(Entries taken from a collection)
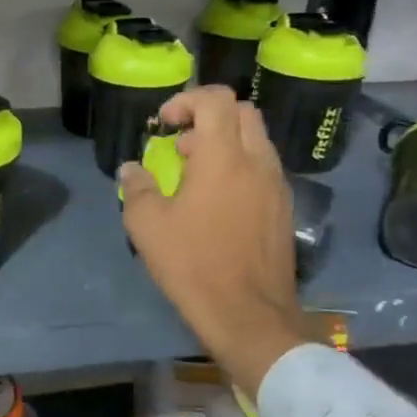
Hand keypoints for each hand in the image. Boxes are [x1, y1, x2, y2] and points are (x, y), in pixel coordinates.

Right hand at [118, 87, 310, 396]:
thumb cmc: (193, 264)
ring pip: (256, 141)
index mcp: (223, 158)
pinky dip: (239, 167)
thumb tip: (132, 169)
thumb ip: (137, 187)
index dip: (186, 101)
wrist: (249, 316)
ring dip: (224, 143)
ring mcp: (277, 186)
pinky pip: (263, 168)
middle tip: (181, 144)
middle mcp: (257, 163)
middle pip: (242, 113)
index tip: (164, 125)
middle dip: (208, 117)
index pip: (216, 100)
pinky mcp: (284, 209)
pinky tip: (217, 202)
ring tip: (195, 175)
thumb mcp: (147, 225)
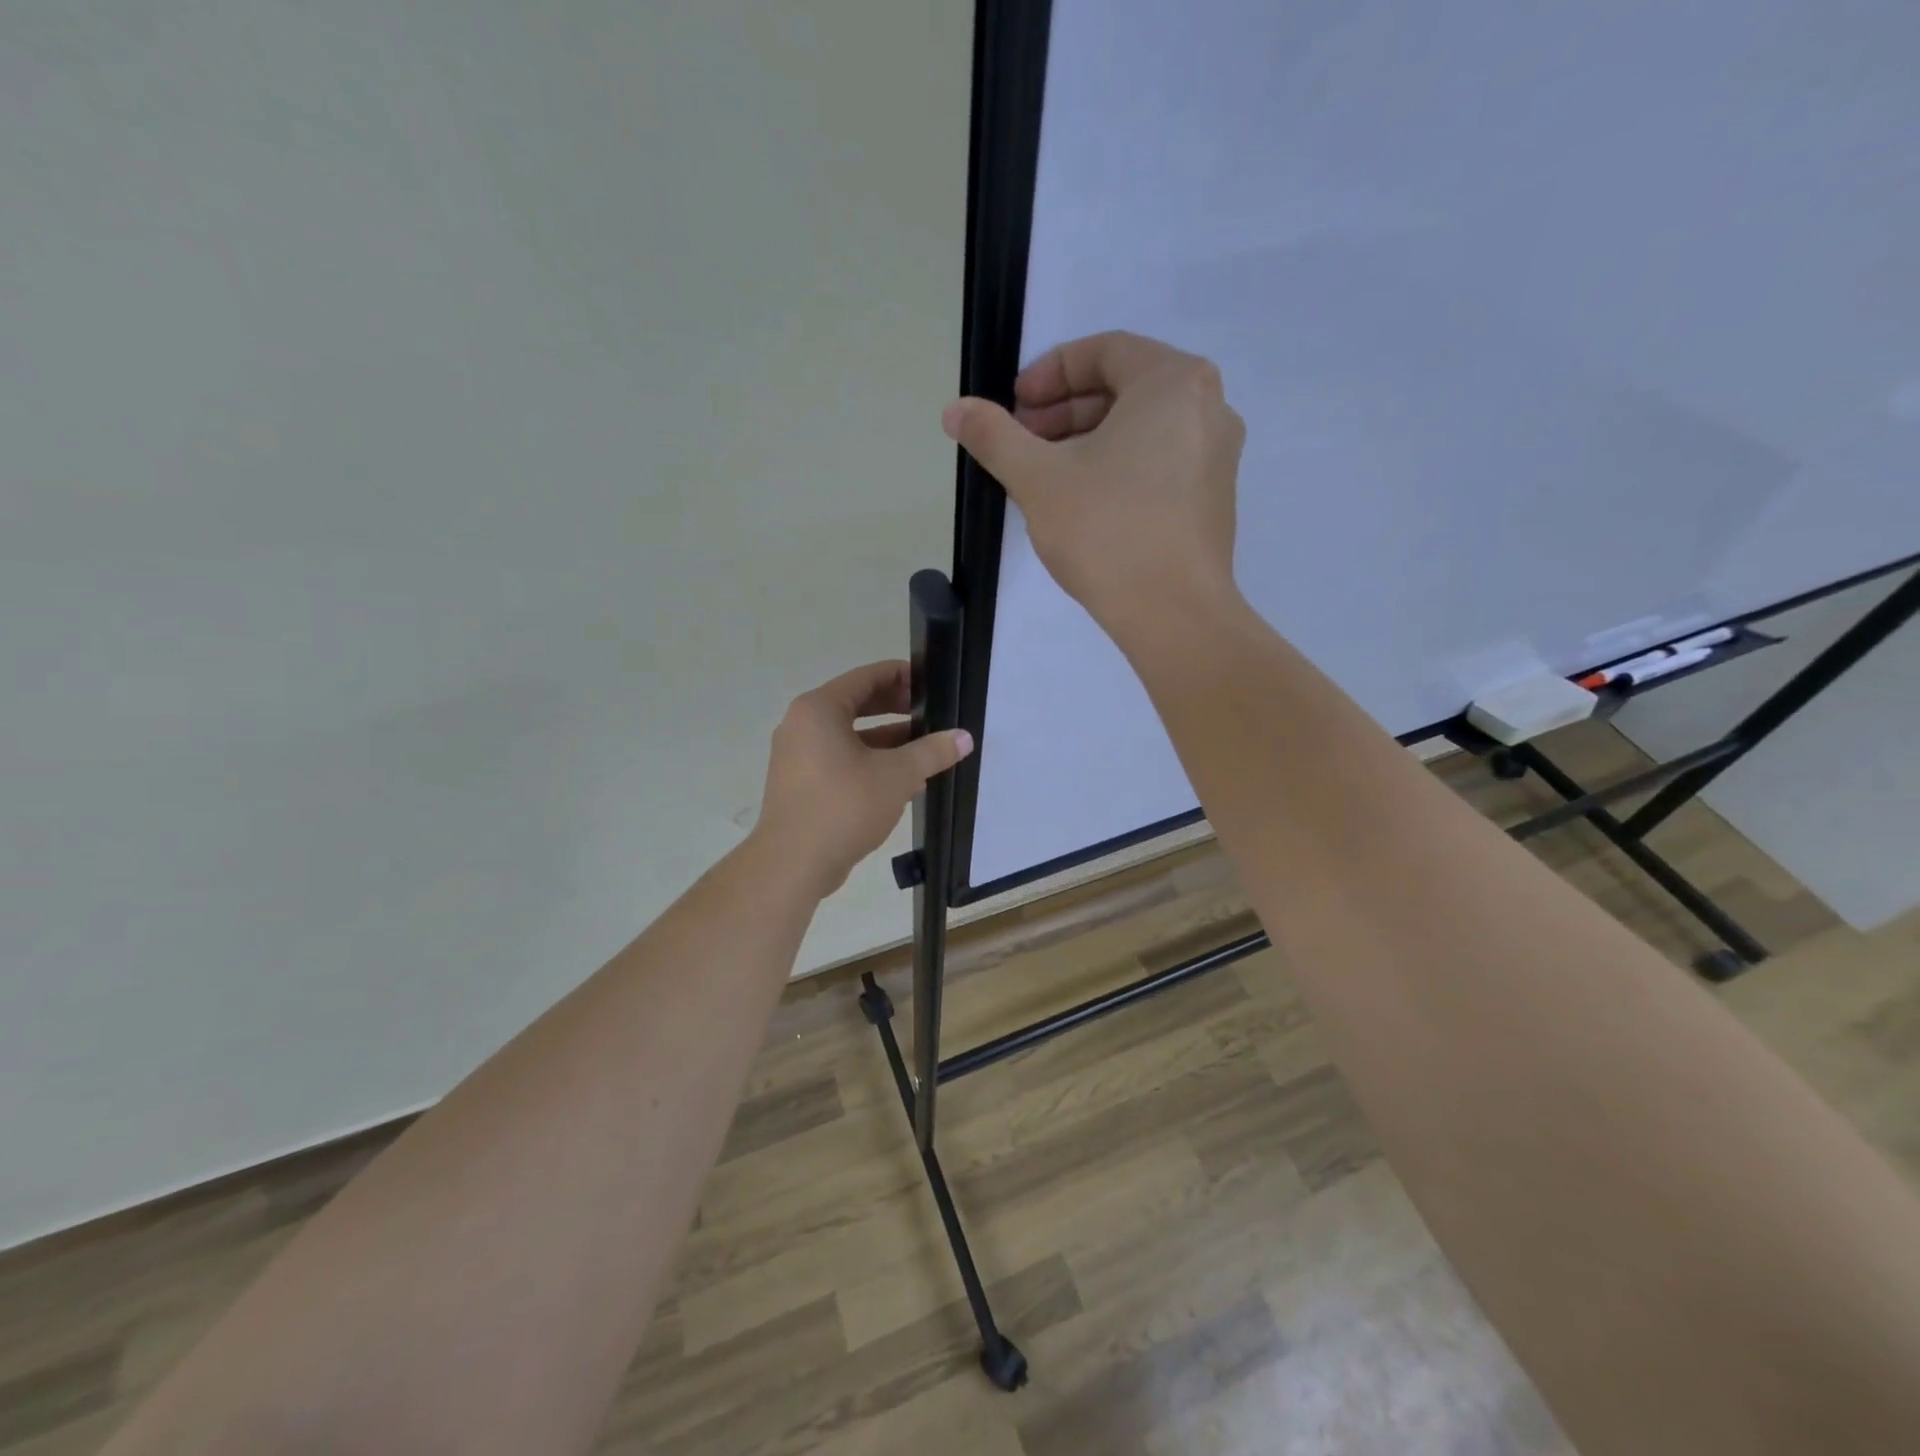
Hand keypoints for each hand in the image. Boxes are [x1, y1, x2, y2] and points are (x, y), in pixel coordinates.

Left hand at [754, 660, 973, 897]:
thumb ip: (932, 752)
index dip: (900, 676)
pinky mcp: (798, 783)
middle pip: (855, 704)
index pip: (865, 677)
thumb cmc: (844, 806)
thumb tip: (963, 737)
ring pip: (848, 736)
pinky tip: (898, 778)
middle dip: (895, 708)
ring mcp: (796, 756)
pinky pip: (838, 759)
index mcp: (819, 709)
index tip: (930, 682)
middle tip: (930, 713)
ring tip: (922, 747)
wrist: (792, 864)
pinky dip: (866, 760)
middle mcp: (801, 725)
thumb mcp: (897, 776)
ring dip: (885, 739)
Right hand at [941, 330, 1245, 653]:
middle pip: (1125, 389)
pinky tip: (1085, 504)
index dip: (1049, 372)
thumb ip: (994, 435)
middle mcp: (1208, 406)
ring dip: (1088, 441)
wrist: (1173, 613)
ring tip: (1046, 475)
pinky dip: (1119, 467)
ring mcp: (1218, 455)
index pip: (1104, 351)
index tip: (1014, 405)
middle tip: (1023, 441)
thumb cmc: (1107, 531)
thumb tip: (955, 409)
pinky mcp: (1214, 499)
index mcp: (1173, 382)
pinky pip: (1160, 462)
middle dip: (1065, 411)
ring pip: (1143, 429)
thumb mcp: (1038, 478)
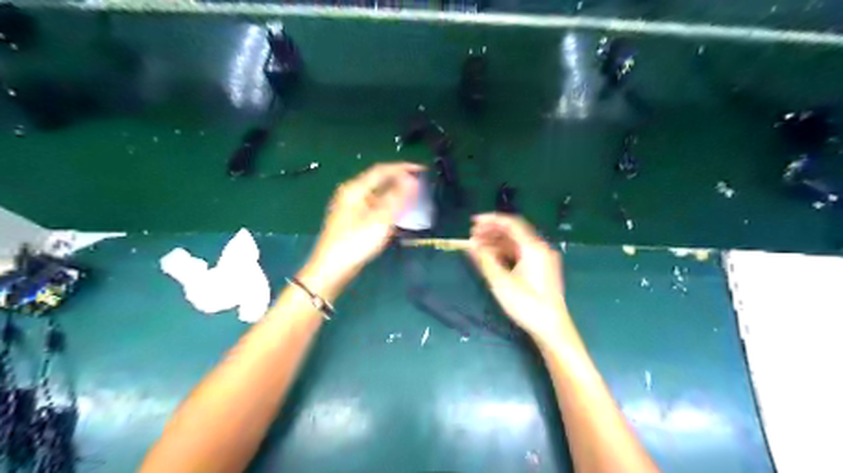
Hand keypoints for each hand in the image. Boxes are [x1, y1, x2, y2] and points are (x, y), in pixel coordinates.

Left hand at [301, 163, 423, 298]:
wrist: (332, 270)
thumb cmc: (355, 243)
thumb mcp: (379, 219)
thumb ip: (397, 197)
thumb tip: (411, 178)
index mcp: (355, 189)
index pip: (382, 170)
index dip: (403, 168)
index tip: (422, 169)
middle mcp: (351, 194)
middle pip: (379, 181)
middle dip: (400, 181)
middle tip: (420, 184)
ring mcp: (351, 207)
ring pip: (378, 195)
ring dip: (396, 195)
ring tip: (414, 198)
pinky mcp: (353, 220)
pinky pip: (375, 206)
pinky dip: (389, 207)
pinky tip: (398, 215)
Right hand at [468, 214, 572, 346]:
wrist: (551, 327)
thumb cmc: (526, 304)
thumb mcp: (500, 282)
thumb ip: (484, 259)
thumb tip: (470, 244)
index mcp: (533, 247)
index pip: (511, 223)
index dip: (490, 220)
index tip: (473, 222)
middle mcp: (540, 248)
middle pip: (514, 232)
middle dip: (492, 232)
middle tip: (472, 236)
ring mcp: (543, 258)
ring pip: (517, 243)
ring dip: (497, 242)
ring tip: (478, 247)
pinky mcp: (542, 268)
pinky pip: (521, 253)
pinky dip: (506, 252)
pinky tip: (492, 258)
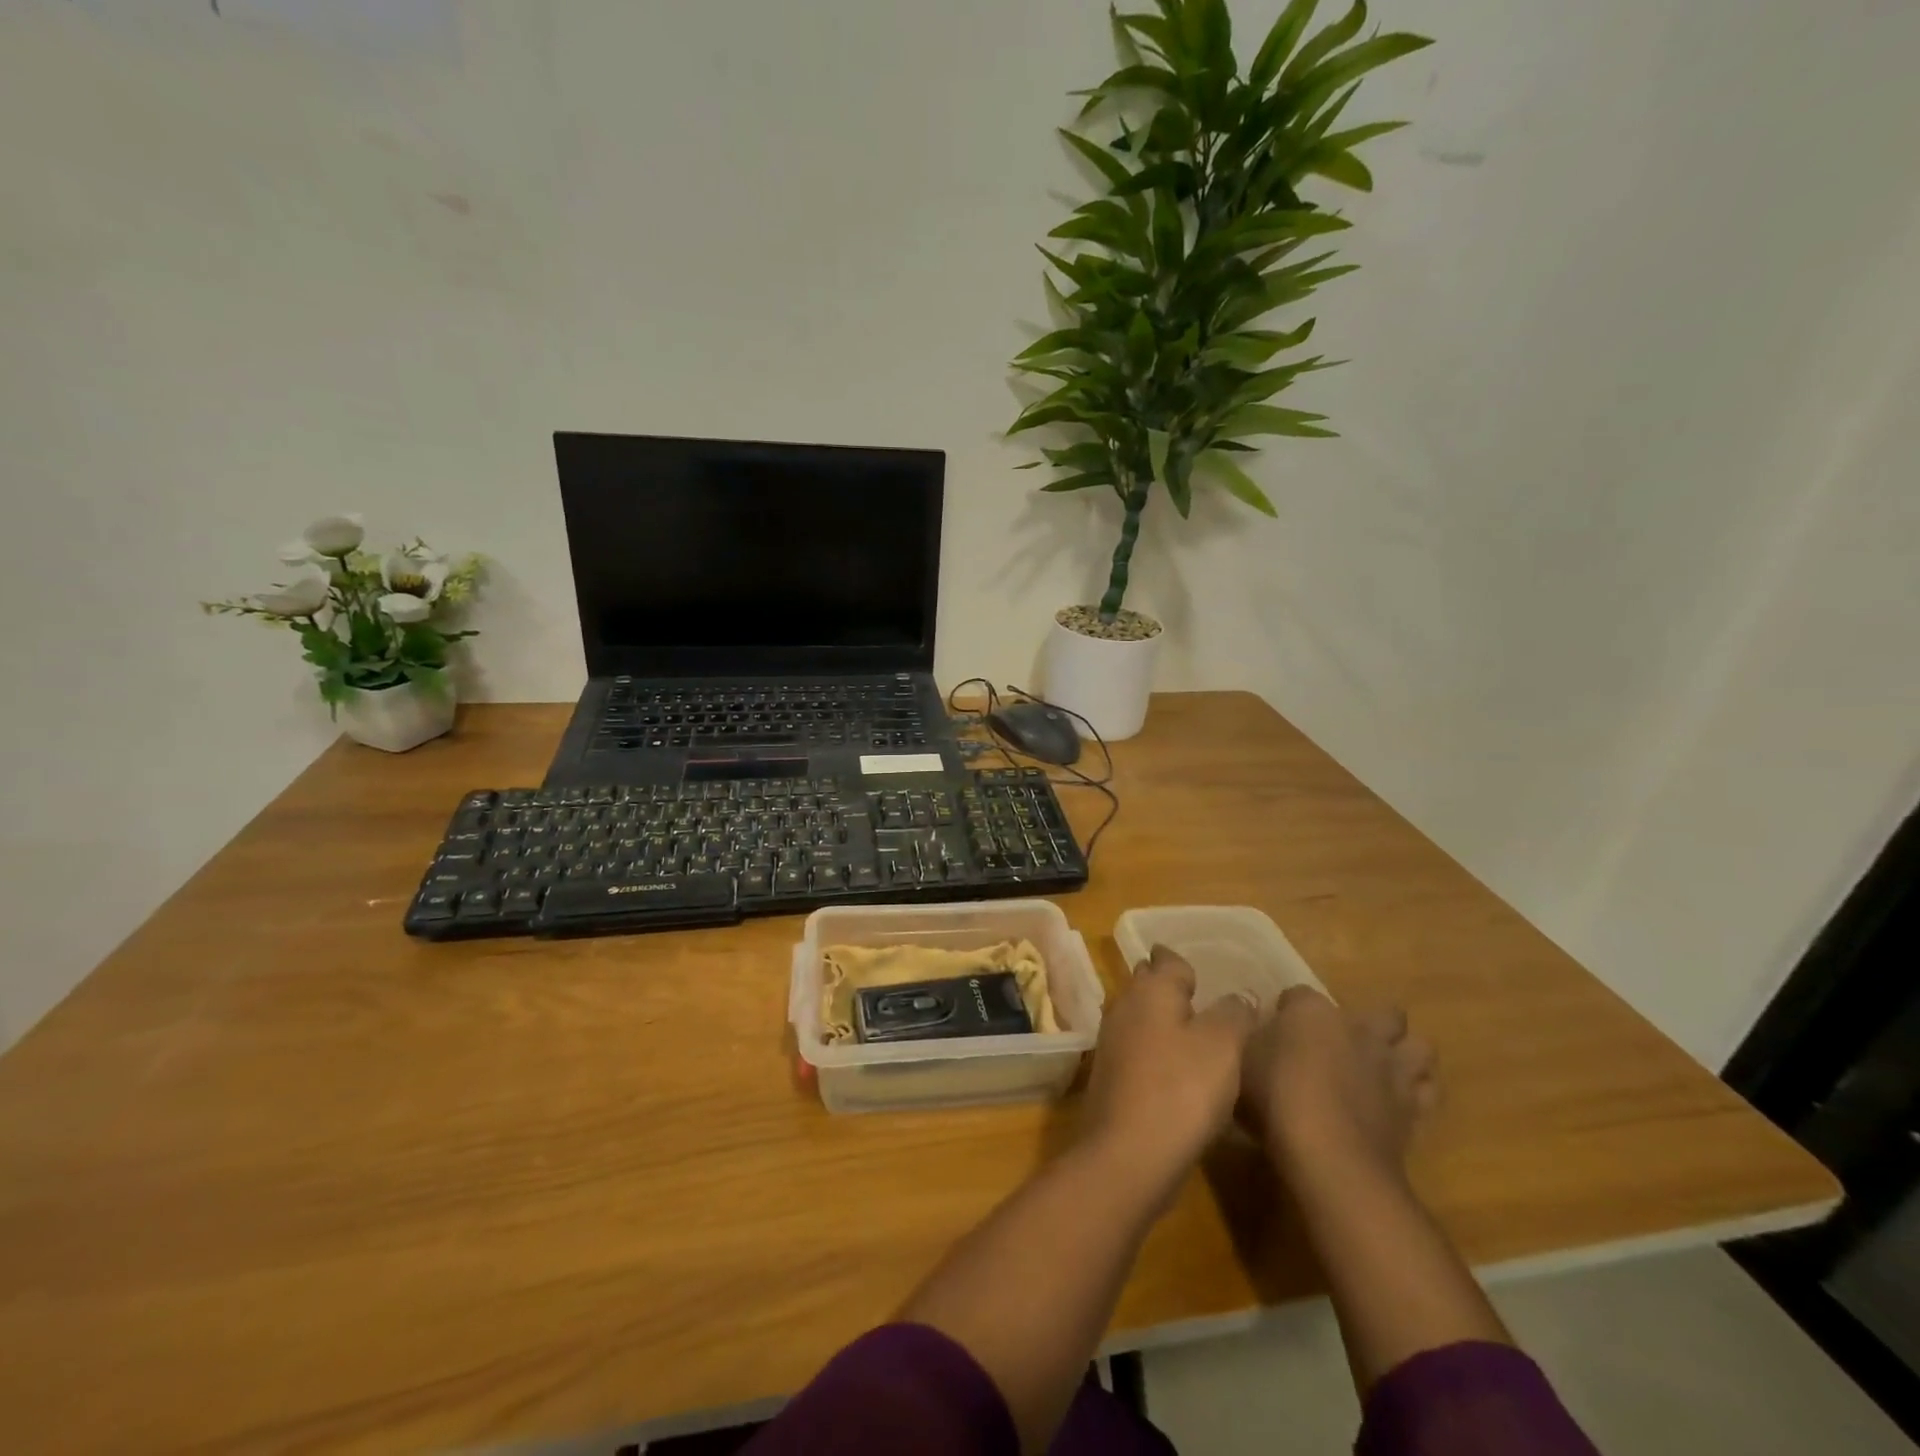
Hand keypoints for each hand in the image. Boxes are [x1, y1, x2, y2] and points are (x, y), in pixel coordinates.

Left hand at [1079, 945, 1256, 1205]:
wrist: (1128, 1154)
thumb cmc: (1182, 1089)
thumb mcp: (1224, 1045)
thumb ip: (1234, 1013)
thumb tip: (1239, 995)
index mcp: (1151, 990)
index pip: (1167, 960)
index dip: (1184, 963)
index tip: (1201, 971)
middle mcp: (1125, 1007)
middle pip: (1147, 985)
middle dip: (1168, 986)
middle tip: (1199, 996)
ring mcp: (1112, 1043)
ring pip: (1140, 1018)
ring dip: (1162, 1020)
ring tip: (1194, 1033)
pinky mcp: (1111, 1078)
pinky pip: (1137, 1050)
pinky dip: (1156, 1051)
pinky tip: (1176, 1071)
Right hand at [1240, 986, 1437, 1180]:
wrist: (1329, 1154)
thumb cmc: (1276, 1097)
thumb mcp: (1241, 1060)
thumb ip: (1252, 1037)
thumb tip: (1256, 1025)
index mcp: (1312, 1012)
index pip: (1299, 994)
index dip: (1289, 1009)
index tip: (1277, 1027)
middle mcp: (1359, 1030)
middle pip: (1384, 1013)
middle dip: (1372, 1022)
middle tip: (1346, 1042)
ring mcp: (1392, 1068)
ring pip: (1421, 1047)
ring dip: (1406, 1053)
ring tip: (1385, 1067)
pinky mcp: (1414, 1109)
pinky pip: (1427, 1091)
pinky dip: (1417, 1092)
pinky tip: (1397, 1102)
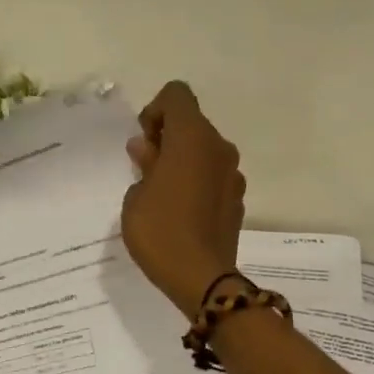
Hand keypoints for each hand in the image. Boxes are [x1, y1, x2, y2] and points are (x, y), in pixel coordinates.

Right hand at [121, 81, 246, 317]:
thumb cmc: (160, 231)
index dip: (155, 111)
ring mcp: (233, 174)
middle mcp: (218, 147)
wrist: (202, 278)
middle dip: (168, 138)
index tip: (144, 142)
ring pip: (204, 151)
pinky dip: (197, 181)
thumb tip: (148, 148)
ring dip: (183, 161)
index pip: (176, 95)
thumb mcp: (136, 197)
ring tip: (162, 194)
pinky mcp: (238, 198)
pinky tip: (181, 212)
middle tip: (146, 170)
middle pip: (192, 123)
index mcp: (192, 138)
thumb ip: (144, 165)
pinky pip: (213, 176)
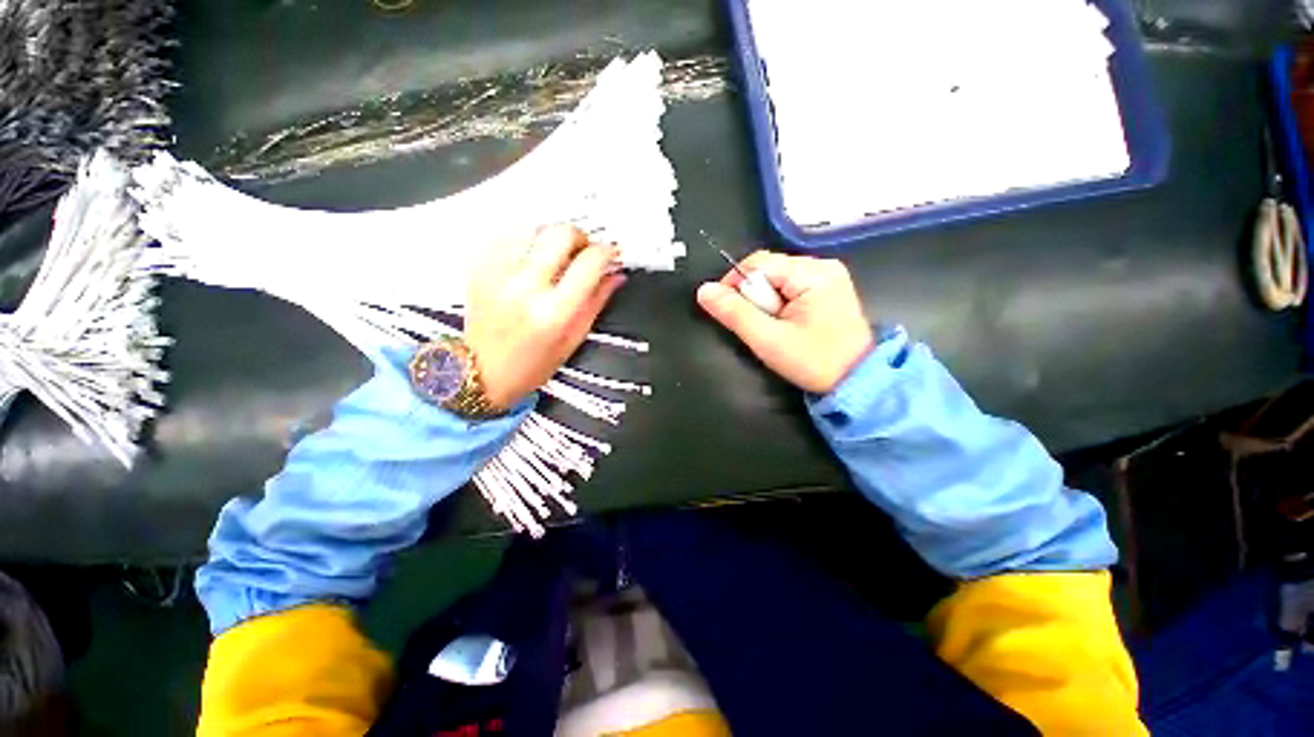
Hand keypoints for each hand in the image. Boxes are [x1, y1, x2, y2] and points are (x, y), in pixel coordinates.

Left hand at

**YOUR ASSIGNMENT**
Show, from the records above, every line that includes "Right".

**TASK OUTPUT**
Right hand at [118, 87, 310, 396]:
Right hand at [941, 330, 1245, 653]:
Right hand at [468, 214, 572, 346]:
Right hand at [1240, 986, 1437, 1180]:
Right hand at [121, 81, 246, 317]:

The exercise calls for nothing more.